* _Task directions_
Every line below needs to be returned exactly as written.

* _Collected data_
━━━

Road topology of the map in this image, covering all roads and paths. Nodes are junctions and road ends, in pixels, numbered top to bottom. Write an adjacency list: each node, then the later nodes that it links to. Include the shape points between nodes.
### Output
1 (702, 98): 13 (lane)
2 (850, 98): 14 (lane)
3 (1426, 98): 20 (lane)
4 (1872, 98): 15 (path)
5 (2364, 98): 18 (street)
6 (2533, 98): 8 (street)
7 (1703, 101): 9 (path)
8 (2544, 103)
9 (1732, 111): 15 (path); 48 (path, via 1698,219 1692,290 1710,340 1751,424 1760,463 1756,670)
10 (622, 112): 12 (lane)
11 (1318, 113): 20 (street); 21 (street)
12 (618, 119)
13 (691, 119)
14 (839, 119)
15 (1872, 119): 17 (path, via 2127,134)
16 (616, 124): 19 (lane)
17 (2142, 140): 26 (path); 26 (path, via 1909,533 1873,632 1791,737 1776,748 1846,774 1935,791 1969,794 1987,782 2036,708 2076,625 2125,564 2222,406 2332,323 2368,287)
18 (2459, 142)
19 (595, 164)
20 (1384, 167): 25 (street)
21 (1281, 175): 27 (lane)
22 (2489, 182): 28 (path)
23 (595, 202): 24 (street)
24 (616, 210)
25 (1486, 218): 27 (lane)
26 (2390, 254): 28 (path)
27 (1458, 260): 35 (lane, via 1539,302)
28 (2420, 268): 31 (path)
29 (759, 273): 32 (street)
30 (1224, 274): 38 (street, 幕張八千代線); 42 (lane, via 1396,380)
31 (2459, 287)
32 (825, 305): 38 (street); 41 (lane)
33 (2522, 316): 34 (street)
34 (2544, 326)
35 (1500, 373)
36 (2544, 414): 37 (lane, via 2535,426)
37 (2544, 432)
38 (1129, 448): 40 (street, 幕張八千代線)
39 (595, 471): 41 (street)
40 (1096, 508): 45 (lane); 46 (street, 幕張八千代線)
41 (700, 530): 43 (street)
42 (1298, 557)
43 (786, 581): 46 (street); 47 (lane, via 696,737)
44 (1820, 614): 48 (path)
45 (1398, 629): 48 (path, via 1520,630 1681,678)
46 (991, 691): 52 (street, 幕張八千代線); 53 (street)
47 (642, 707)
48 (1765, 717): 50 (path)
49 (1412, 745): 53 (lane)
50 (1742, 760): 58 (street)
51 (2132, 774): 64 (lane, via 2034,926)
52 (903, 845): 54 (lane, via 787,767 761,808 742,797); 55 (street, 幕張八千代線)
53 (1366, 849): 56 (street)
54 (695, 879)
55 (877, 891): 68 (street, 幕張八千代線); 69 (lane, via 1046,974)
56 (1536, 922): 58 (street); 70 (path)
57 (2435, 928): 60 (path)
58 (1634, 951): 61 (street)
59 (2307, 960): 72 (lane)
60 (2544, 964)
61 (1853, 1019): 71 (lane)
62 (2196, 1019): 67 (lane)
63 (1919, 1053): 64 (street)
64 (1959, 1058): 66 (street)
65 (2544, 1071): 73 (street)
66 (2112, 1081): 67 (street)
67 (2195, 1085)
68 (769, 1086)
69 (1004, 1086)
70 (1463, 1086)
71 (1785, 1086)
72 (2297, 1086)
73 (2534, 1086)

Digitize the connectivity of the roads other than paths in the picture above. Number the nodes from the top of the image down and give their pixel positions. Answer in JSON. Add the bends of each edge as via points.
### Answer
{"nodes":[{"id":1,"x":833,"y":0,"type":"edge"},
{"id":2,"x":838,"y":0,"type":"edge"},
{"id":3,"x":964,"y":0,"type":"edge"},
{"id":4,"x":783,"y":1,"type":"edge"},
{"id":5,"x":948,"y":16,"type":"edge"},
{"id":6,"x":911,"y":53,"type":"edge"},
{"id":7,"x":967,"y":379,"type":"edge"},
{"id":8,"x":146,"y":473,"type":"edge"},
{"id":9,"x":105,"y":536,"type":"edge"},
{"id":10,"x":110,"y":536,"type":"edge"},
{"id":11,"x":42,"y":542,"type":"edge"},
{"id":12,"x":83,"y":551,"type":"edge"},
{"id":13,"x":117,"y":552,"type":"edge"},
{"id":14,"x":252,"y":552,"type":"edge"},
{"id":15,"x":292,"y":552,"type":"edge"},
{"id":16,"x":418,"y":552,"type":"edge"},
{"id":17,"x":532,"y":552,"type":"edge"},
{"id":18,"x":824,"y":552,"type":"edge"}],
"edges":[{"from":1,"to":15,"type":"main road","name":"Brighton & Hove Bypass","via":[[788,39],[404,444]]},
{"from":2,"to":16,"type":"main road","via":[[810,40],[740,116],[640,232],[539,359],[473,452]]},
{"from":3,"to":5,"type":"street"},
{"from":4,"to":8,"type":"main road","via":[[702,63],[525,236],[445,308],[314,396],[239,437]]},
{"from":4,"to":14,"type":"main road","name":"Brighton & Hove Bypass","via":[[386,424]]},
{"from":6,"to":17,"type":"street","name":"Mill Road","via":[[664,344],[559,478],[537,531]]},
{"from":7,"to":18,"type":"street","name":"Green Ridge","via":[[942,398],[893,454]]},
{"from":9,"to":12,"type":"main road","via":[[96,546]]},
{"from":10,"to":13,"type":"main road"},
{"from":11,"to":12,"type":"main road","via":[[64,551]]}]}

━━━

* _Answer to the problem_
Road topology of the map in this image, covering all roads and paths. Nodes are junctions and road ends, in pixels, numbered top to bottom. Write an adjacency list: each node, then the later nodes that it links to. Include the shape points between nodes.
### Output
1 (702, 98): 13 (lane)
2 (850, 98): 14 (lane)
3 (1426, 98): 20 (lane)
4 (1872, 98): 15 (path)
5 (2364, 98): 18 (street)
6 (2533, 98): 8 (street)
7 (1703, 101): 9 (path)
8 (2544, 103)
9 (1732, 111): 15 (path); 48 (path, via 1698,219 1692,290 1710,340 1751,424 1760,463 1756,670)
10 (622, 112): 12 (lane)
11 (1318, 113): 20 (street); 21 (street)
12 (618, 119)
13 (691, 119)
14 (839, 119)
15 (1872, 119): 17 (path, via 2127,134)
16 (616, 124): 19 (lane)
17 (2142, 140): 26 (path); 26 (path, via 1909,533 1873,632 1791,737 1776,748 1846,774 1935,791 1969,794 1987,782 2036,708 2076,625 2125,564 2222,406 2332,323 2368,287)
18 (2459, 142)
19 (595, 164)
20 (1384, 167): 25 (street)
21 (1281, 175): 27 (lane)
22 (2489, 182): 28 (path)
23 (595, 202): 24 (street)
24 (616, 210)
25 (1486, 218): 27 (lane)
26 (2390, 254): 28 (path)
27 (1458, 260): 35 (lane, via 1539,302)
28 (2420, 268): 31 (path)
29 (759, 273): 32 (street)
30 (1224, 274): 38 (street, 幕張八千代線); 42 (lane, via 1396,380)
31 (2459, 287)
32 (825, 305): 38 (street); 41 (lane)
33 (2522, 316): 34 (street)
34 (2544, 326)
35 (1500, 373)
36 (2544, 414): 37 (lane, via 2535,426)
37 (2544, 432)
38 (1129, 448): 40 (street, 幕張八千代線)
39 (595, 471): 41 (street)
40 (1096, 508): 45 (lane); 46 (street, 幕張八千代線)
41 (700, 530): 43 (street)
42 (1298, 557)
43 (786, 581): 46 (street); 47 (lane, via 696,737)
44 (1820, 614): 48 (path)
45 (1398, 629): 48 (path, via 1520,630 1681,678)
46 (991, 691): 52 (street, 幕張八千代線); 53 (street)
47 (642, 707)
48 (1765, 717): 50 (path)
49 (1412, 745): 53 (lane)
50 (1742, 760): 58 (street)
51 (2132, 774): 64 (lane, via 2034,926)
52 (903, 845): 54 (lane, via 787,767 761,808 742,797); 55 (street, 幕張八千代線)
53 (1366, 849): 56 (street)
54 (695, 879)
55 (877, 891): 68 (street, 幕張八千代線); 69 (lane, via 1046,974)
56 (1536, 922): 58 (street); 70 (path)
57 (2435, 928): 60 (path)
58 (1634, 951): 61 (street)
59 (2307, 960): 72 (lane)
60 (2544, 964)
61 (1853, 1019): 71 (lane)
62 (2196, 1019): 67 (lane)
63 (1919, 1053): 64 (street)
64 (1959, 1058): 66 (street)
65 (2544, 1071): 73 (street)
66 (2112, 1081): 67 (street)
67 (2195, 1085)
68 (769, 1086)
69 (1004, 1086)
70 (1463, 1086)
71 (1785, 1086)
72 (2297, 1086)
73 (2534, 1086)

Digitize the connectivity of the roads other than paths in the picture above. Number the nodes from the top of the image down and give their pixel positions. Answer in JSON. Add the bends of each edge as via points.
### Answer
{"nodes":[{"id":1,"x":833,"y":0,"type":"edge"},
{"id":2,"x":838,"y":0,"type":"edge"},
{"id":3,"x":964,"y":0,"type":"edge"},
{"id":4,"x":783,"y":1,"type":"edge"},
{"id":5,"x":948,"y":16,"type":"edge"},
{"id":6,"x":911,"y":53,"type":"edge"},
{"id":7,"x":967,"y":379,"type":"edge"},
{"id":8,"x":146,"y":473,"type":"edge"},
{"id":9,"x":105,"y":536,"type":"edge"},
{"id":10,"x":110,"y":536,"type":"edge"},
{"id":11,"x":42,"y":542,"type":"edge"},
{"id":12,"x":83,"y":551,"type":"edge"},
{"id":13,"x":117,"y":552,"type":"edge"},
{"id":14,"x":252,"y":552,"type":"edge"},
{"id":15,"x":292,"y":552,"type":"edge"},
{"id":16,"x":418,"y":552,"type":"edge"},
{"id":17,"x":532,"y":552,"type":"edge"},
{"id":18,"x":824,"y":552,"type":"edge"}],
"edges":[{"from":1,"to":15,"type":"main road","name":"Brighton & Hove Bypass","via":[[788,39],[404,444]]},
{"from":2,"to":16,"type":"main road","via":[[810,40],[740,116],[640,232],[539,359],[473,452]]},
{"from":3,"to":5,"type":"street"},
{"from":4,"to":8,"type":"main road","via":[[702,63],[525,236],[445,308],[314,396],[239,437]]},
{"from":4,"to":14,"type":"main road","name":"Brighton & Hove Bypass","via":[[386,424]]},
{"from":6,"to":17,"type":"street","name":"Mill Road","via":[[664,344],[559,478],[537,531]]},
{"from":7,"to":18,"type":"street","name":"Green Ridge","via":[[942,398],[893,454]]},
{"from":9,"to":12,"type":"main road","via":[[96,546]]},
{"from":10,"to":13,"type":"main road"},
{"from":11,"to":12,"type":"main road","via":[[64,551]]}]}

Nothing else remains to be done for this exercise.